2 thoughts on “Going Out to See John

  1. Wow!! Powerful Paul!! Thank you!! I pray that I know this to be true!! We just have to believe!! There are a lot of Vipers in this world, and I think the hard thing is not following them or giving them too much attention so that we can stay true to God and do all the lessons that John preached about.
    So amazing that John never pat himself on the back, he just kept moving forward with his words and deeds, being faithful to God…. that’s so hard to focus on today, given that we are surrounded at every turn by “it’s all about ME” people! For me, what has worked is focusing on the beauty in the world so that I CAN be true to the way we are supposed to be living!! I would definitely have been one who would have gone out to see and hear John!

    Much love

    Like

  2. Always, Loretta, I thank you for reading and reflecting, and then responding to my posts.

    As I continue to think about John the Baptist, a few more thoughts…

    I imagine that he, as a prophet, one called and sent by God to proclaim God’s message, in that sense, that is, the clarity and conviction of that calling, had it easy. He could remain focused, for he had been given and had accepted one thing to do. That said, the call was most difficult, for it bore the cost of his life.

    How many of us – no, as I’m wont to say, I’ll put it on myself! – would I take on such a calling if/when I knew the truest sacrifice of my having done so would be my life? (Now, I digress. I can make a case that in any relationship of commitment – marriage or friendship [or, even, as I think anew, involving my vocation, for I have come and gone a number of times, entering the lives of congregations, and then departing, which constitute a kind of death] – I, if I am self-aware, realize there will be a cost of death, for we all die. Still, these sorts of commitments, largely, do not harbor the daily, moment to moment cost of death.)

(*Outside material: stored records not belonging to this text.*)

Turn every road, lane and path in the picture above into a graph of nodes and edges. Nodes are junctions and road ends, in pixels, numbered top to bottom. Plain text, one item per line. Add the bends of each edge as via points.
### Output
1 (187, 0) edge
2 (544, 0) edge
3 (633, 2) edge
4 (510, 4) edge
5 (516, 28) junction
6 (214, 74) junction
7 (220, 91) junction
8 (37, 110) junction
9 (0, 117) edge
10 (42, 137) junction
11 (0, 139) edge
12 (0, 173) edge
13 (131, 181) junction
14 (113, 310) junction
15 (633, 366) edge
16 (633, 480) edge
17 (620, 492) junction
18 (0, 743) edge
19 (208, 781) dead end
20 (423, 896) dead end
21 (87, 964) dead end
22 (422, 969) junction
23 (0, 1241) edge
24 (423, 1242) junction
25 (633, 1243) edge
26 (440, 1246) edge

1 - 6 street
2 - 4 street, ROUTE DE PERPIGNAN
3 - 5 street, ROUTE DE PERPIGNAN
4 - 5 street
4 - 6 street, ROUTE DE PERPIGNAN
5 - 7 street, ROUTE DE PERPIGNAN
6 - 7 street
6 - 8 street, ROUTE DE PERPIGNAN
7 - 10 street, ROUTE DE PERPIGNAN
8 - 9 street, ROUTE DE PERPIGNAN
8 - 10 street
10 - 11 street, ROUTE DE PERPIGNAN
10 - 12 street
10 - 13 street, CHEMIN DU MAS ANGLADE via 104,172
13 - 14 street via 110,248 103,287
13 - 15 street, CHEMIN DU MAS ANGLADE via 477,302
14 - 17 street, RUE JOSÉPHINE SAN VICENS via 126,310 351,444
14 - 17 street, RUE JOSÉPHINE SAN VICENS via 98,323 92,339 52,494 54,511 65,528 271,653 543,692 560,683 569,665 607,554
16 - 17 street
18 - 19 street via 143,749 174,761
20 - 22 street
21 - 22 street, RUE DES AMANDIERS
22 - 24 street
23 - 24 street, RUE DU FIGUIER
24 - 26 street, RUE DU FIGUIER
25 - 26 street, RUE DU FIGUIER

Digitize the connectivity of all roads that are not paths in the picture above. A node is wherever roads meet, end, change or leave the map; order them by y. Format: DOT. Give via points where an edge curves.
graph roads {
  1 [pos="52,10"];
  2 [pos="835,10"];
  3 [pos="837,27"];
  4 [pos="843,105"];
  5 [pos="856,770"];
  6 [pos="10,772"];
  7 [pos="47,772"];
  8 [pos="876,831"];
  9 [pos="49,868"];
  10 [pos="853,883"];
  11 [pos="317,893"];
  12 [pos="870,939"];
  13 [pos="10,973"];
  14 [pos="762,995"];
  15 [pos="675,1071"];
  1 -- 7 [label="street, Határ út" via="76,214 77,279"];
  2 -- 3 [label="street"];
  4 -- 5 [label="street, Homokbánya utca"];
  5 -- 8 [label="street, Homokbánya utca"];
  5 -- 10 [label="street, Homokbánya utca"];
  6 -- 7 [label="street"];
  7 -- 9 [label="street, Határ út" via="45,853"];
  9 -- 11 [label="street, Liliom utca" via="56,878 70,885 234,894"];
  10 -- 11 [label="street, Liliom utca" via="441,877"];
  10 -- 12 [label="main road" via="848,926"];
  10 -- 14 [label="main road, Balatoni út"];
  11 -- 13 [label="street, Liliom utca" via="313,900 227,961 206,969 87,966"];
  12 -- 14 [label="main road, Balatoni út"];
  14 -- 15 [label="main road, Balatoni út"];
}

    Your comment – “There are a lot of Vipers in this world, and I think the hard thing is not following them or giving them too much attention so that we can stay true to God and do all the lessons that John preached about” – stirs again in my awareness that those to whom John uttered that most offensive insult, “Vipers!”, were Pharisees and Sadducees, that is, the religious elite. Given all that we have seen in human history, manifold are the times when those who exhibit the most viperous of character traits are those in power, whether in the echelons of the ecclesial, political, or social realms of influence. As I ponder our state of life today in America, particularly politically, it seems to me that we, as a nation, have replaced personal conviction with party allegiance and all of it over and against our calling to serve the entire people. Perhaps, in this sense (and in some sense, great or small), I wonder, do we, each and all, express an element of viperous instinct?

    I close with this thought, which hadn’t occurred to me until I read your response. I realize now that I closed this sermon with a question, which, if I am honest – and I will be! – truly was a personal, self-imposed inquiry. Do I know and believe to be true that the only way to new/true life is to repent – to face God with all of my life (the good, the bad, the ugly) – so to walk again in God’s Life and Light?